Data Codebooks

The data codebooks provide information about the attributes and source of each of the datasets used in the notes.

ed-schools-2018.csv

The data in ed-schools-2018.csv come from U.S. News and World Report (2018) and contain 13 attributes collected from the \(n=129\) graduate schools of education ranked in the 2018 Best Graduate Schools. The attributes include:

rank: Rank in USNWR
school: Graduate program of Education
score: Overall score given by USNWR
peer: Peer assessment score (5.0 = highest)
expert_score: Administrator/expert assessment score (5.0 = highest)
gre_verbal: Mean GRE verbal score in 2016
gre_quant: Mean GRE quantitative score in 2016
doc_accept: Acceptance rate for doctoral students in 2016
student_faculty_ratio: Ratio of doctoral students to faculty members in 2016
phd_granted_per_faculty: Doctorates granted per faculty member in 2015–16
funded_research: Funded research (in millions of dollars)
funded_research_per_faculty: Funded research per faculty member (in thousands of dollars)
enroll: Total graduate education enrollment in 2016

evaluations.csv

This file contains data collected from student evaluations of instructors’ beauty and teaching quality for several courses at the University of Texas. The teaching evaluations were conducted at the end of the semester, and the beauty judgments were made later, by six students who had not attended the classes and were not aware of the course evaluations. The variables are:

prof_id: Professor ID number
avg_eval: Average course rating
num_courses: Number of courses for which the professor has evaluations
num_students: Number of students enrolled in the professor’s courses
perc_evaluating: Average percentage of enrolled students who completed an evaluation
beauty: Measure of the professor’s beauty composed of the average score on six standardized beauty ratings
tenured: Is the professor tenured? (0 = non-tenured; 1 = tenured)
native_english: Is the professor a native English speaker? (0 = non-native English speaker; 1 = native English speaker)
age: Professor’s age (in years)
female: Is the professor female? (0 = male; 1 = female)

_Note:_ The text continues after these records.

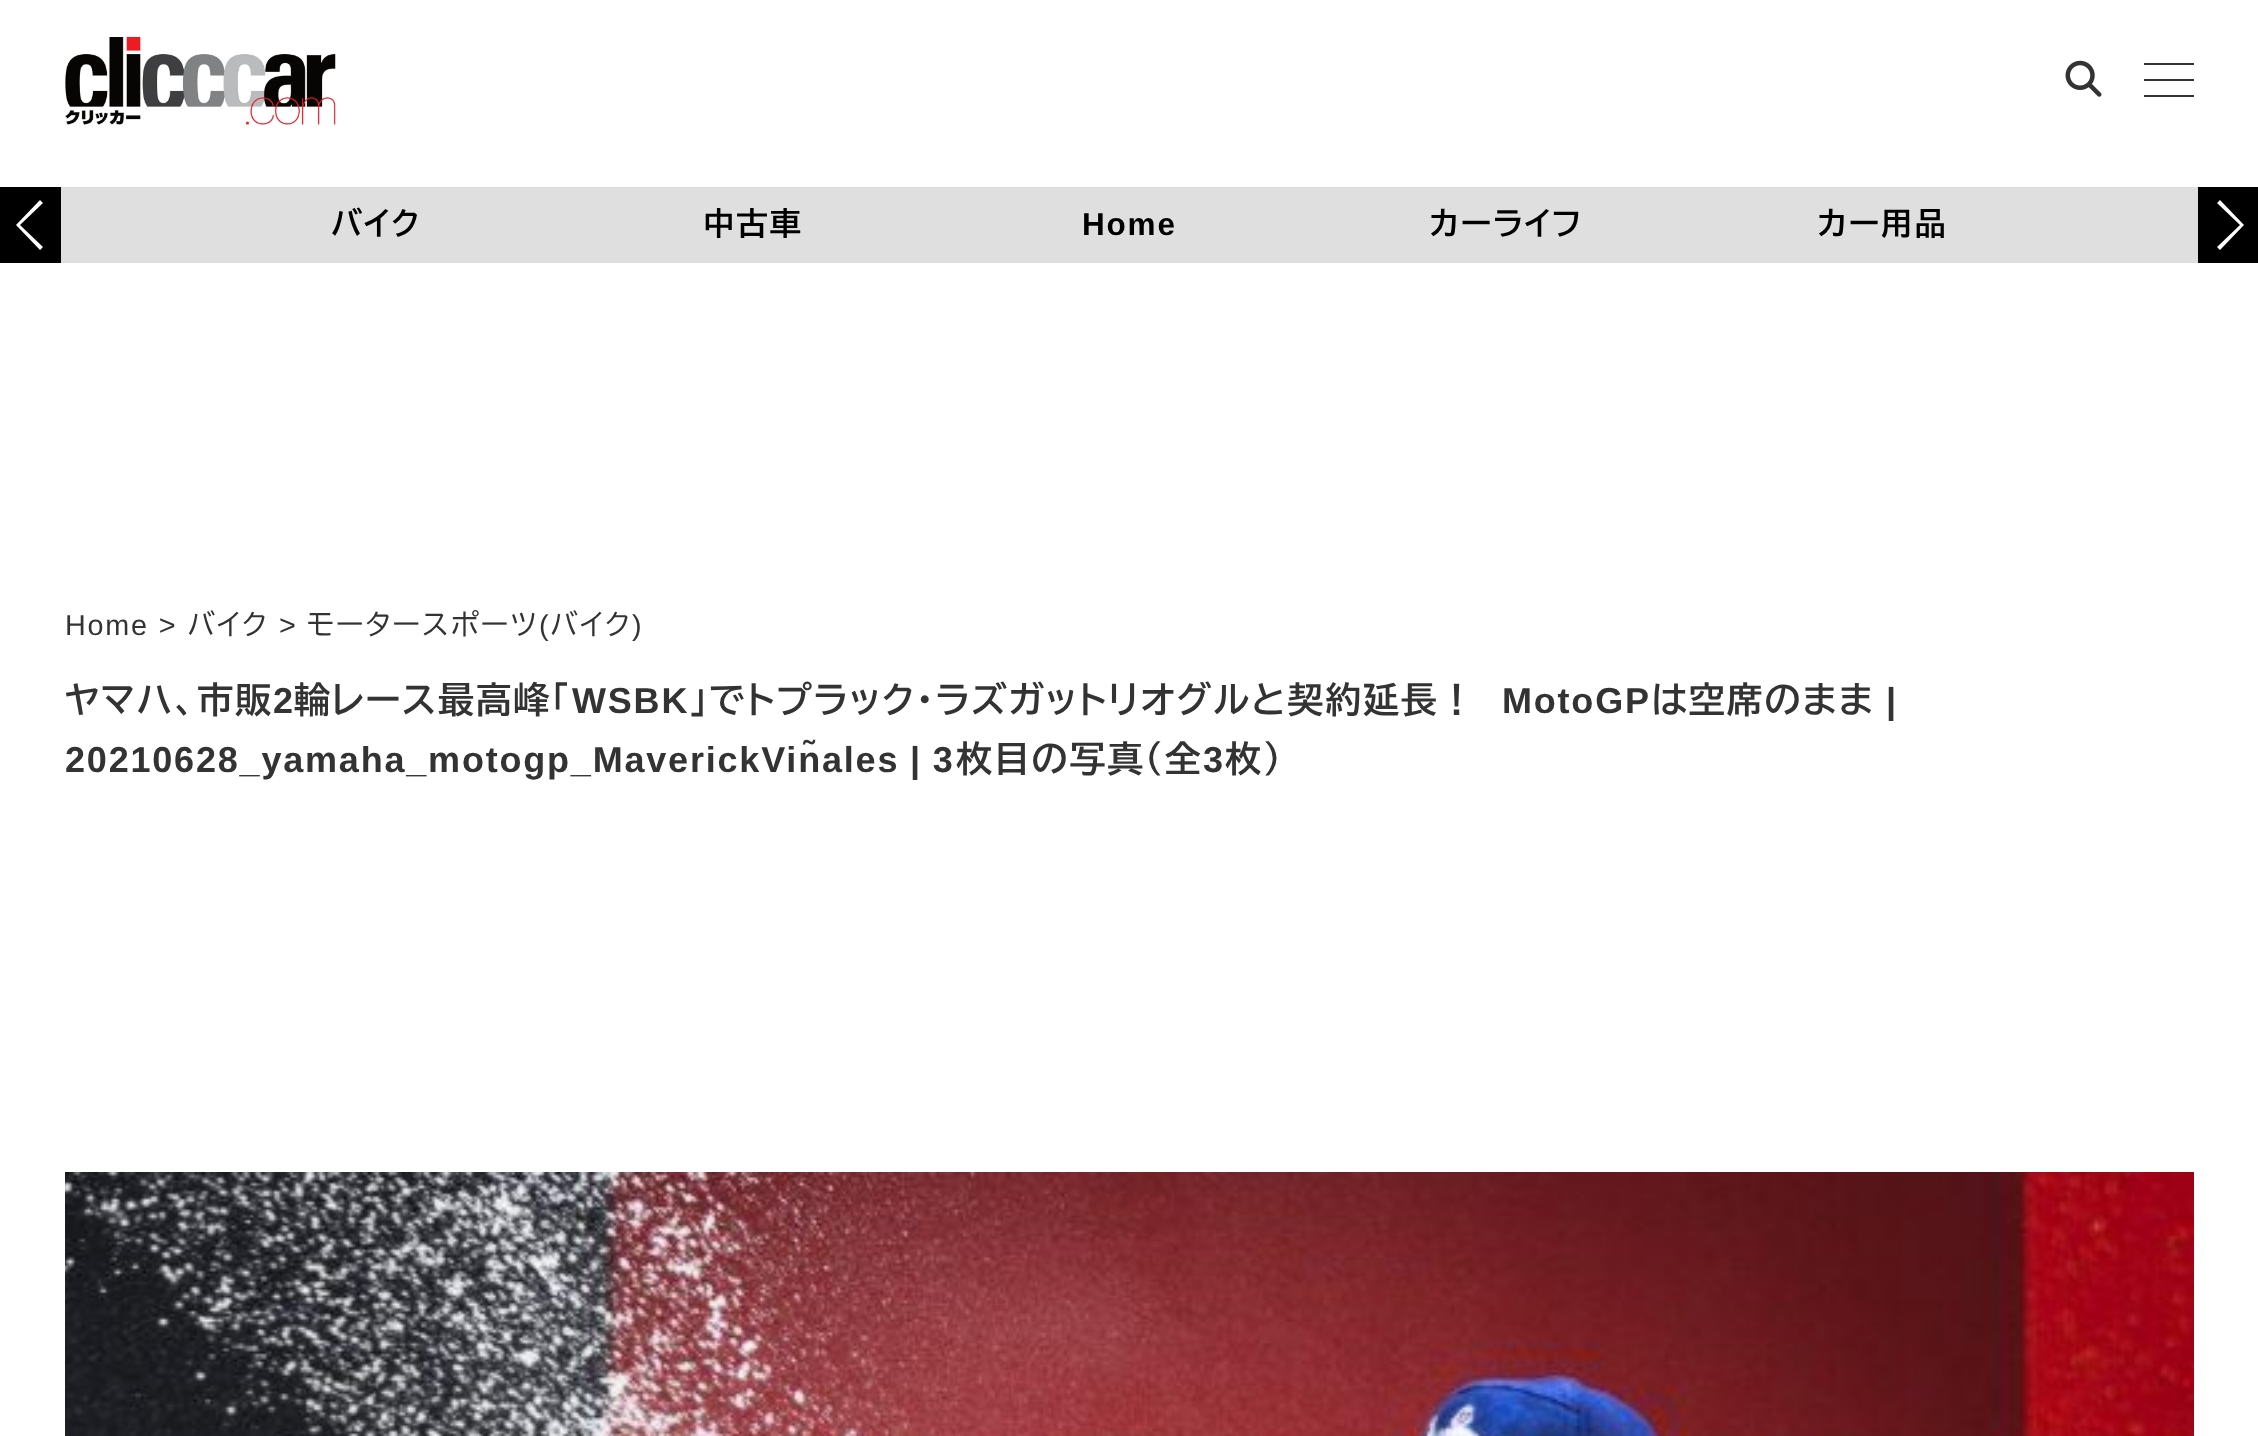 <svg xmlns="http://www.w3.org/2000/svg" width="2258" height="1436">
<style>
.a{font:bold 31.5px BIZ UDPGothic;letter-spacing:1.8px;fill:#000}
.b{font:bold 31.5px Liberation Sans;letter-spacing:1.8px;fill:#000}
.c{font:28.75px BIZ UDPGothic;letter-spacing:1.8px;fill:#333}
.d{font:28.75px Liberation Sans;letter-spacing:1.8px;fill:#333}
.e{font:bold 36px BIZ UDPGothic;letter-spacing:1.8px;fill:#333}
.f{font:bold 36px Liberation Sans;letter-spacing:1.8px;fill:#333}
</style>
<rect width="100%" height="100%" fill="#fff"/>
<image href="1.png" x="65" y="36" width="271" height="89"/>
<image href="2.png" x="2065" y="60" width="37" height="37"/>
<path fill="#333" d="M2144 63h50v2H2144z"/>
<path fill="#333" d="M2144 79h50v2H2144z"/>
<path fill="#333" d="M2144 95h50v2H2144z"/>
<path fill="#000" d="M0 187h61v76H0z"/>
<path fill="#fff" d="M16 225l24-25l3 3l-23 22l23 22l-3 3z"/>
<path fill="#dfdfdf" d="M61 187h880v76H61z"/>
<path fill="#dfdfdf" d="M941 187h1257v76H941z"/>
<path fill="#000" d="M2198 187h60v76H2198z"/>
<path fill="#fff" d="M2244 225l-24 25l-3-3l23-22l-23-22l3-3z"/>
<image href="3.png" x="65" y="1172" width="2129" height="264"/>
<text class="a" x="331" y="235">バイク</text>
<text class="a" x="703" y="235">中古車</text>
<text class="b" x="1082" y="235">Home</text>
<text class="a" x="1429" y="235">カーライフ</text>
<text class="a" x="1817" y="235">カー用品</text>
<text class="c" x="187" y="635">バイク</text>
<text class="c" x="307" y="635">モータースポーツ バイク</text>
<text class="d" x="65" y="635">Home &gt;</text>
<text class="d" x="279" y="635">&gt;</text>
<text class="d" x="539" y="635">(</text>
<text class="d" x="632" y="635">)</text>
<text class="e" x="65" y="713">ヤマハ、市販</text>
<text class="f" x="273" y="713">2</text>
<text class="e" x="294" y="713">輪レース最高峰「</text>
<text class="f" x="572" y="713">WSBK</text>
<text class="e" x="689" y="713">」でトプラック・ラズガットリオグルと契約延長！</text>
<text class="f" x="1502" y="713">MotoGP</text>
<text class="e" x="1651" y="713">は空席のまま</text>
<text class="f" x="1886" y="713">|</text>
<text class="f" x="65" y="772" word-spacing="-1">20210628_yamaha_motogp_MaverickViñales | 3</text>
<text class="e" x="956" y="772">枚目の写真（全</text>
<text class="f" x="1203" y="772">3</text>
<text class="e" x="1225" y="772">枚）</text>
</svg>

These source of these data is: Hamermesh, D. S. & Parker, A. M. (2005). Beauty in the classroom: Instructors’ pulchritude and putative pedagogical productivity. Economics of Education Review, 24, 369–376. The data were made available by: Gelman, A., & Hill, J. (2007). Data analysis using regression and multilevel/hierarchical models. New York: Cambridge University Press.

fci-2015.csv

Each season, Team Marketing Report (TMR) computes the cost of taking a family of four to a professional sports contest for each of the major sporting leagues. Costs are determined by telephone calls with representatives of the teams, venues and concessionaires. Identical questions were asked in all interviews. Prices for Canadian teams were converted to US dollars and comparison prices were converted using a recent exchange rate. Salary data were collected by Sporting Intelligence as part of their Global Sports Salaries Survey 2015.

The data in fci-2015.csv include five attributes collected from from the 2014/2015 season for \(n=122\) professional sports teams across the United States. The attributes include:

team: Name of professional sports team
league: Major sporting league the team plays in (MLB = Major Lague Baseball; NBA = National Basketball Association; NFL = National Football League; NHL = National Hockey League)
fci: Fan Cost Index (FCI). The FCI is a summary of what it costs to take a family of four to a game. It comprises the prices of four (4) adult average-price tickets, two (2) small draft beers, four (4) small soft drinks, four (4) regular-size hot dogs, parking for one (1) car, two (2) game programs and two (2) least expensive, adult-size adjustable caps.
salary: Average yearly salary for players on the active roster

graduation.csv

The data in graduation.csv include student-level attributes for \(n=2344\) randomly sampled students who were first-year, full-time students from the 2002 cohort at a large, midwestern research university. Any students who transferred to another institution were removed from the data. The source of these data is: Jones-White, Radcliffe, Lorenz, & Soria (2014). We will use these data to explore predictors of college graduation.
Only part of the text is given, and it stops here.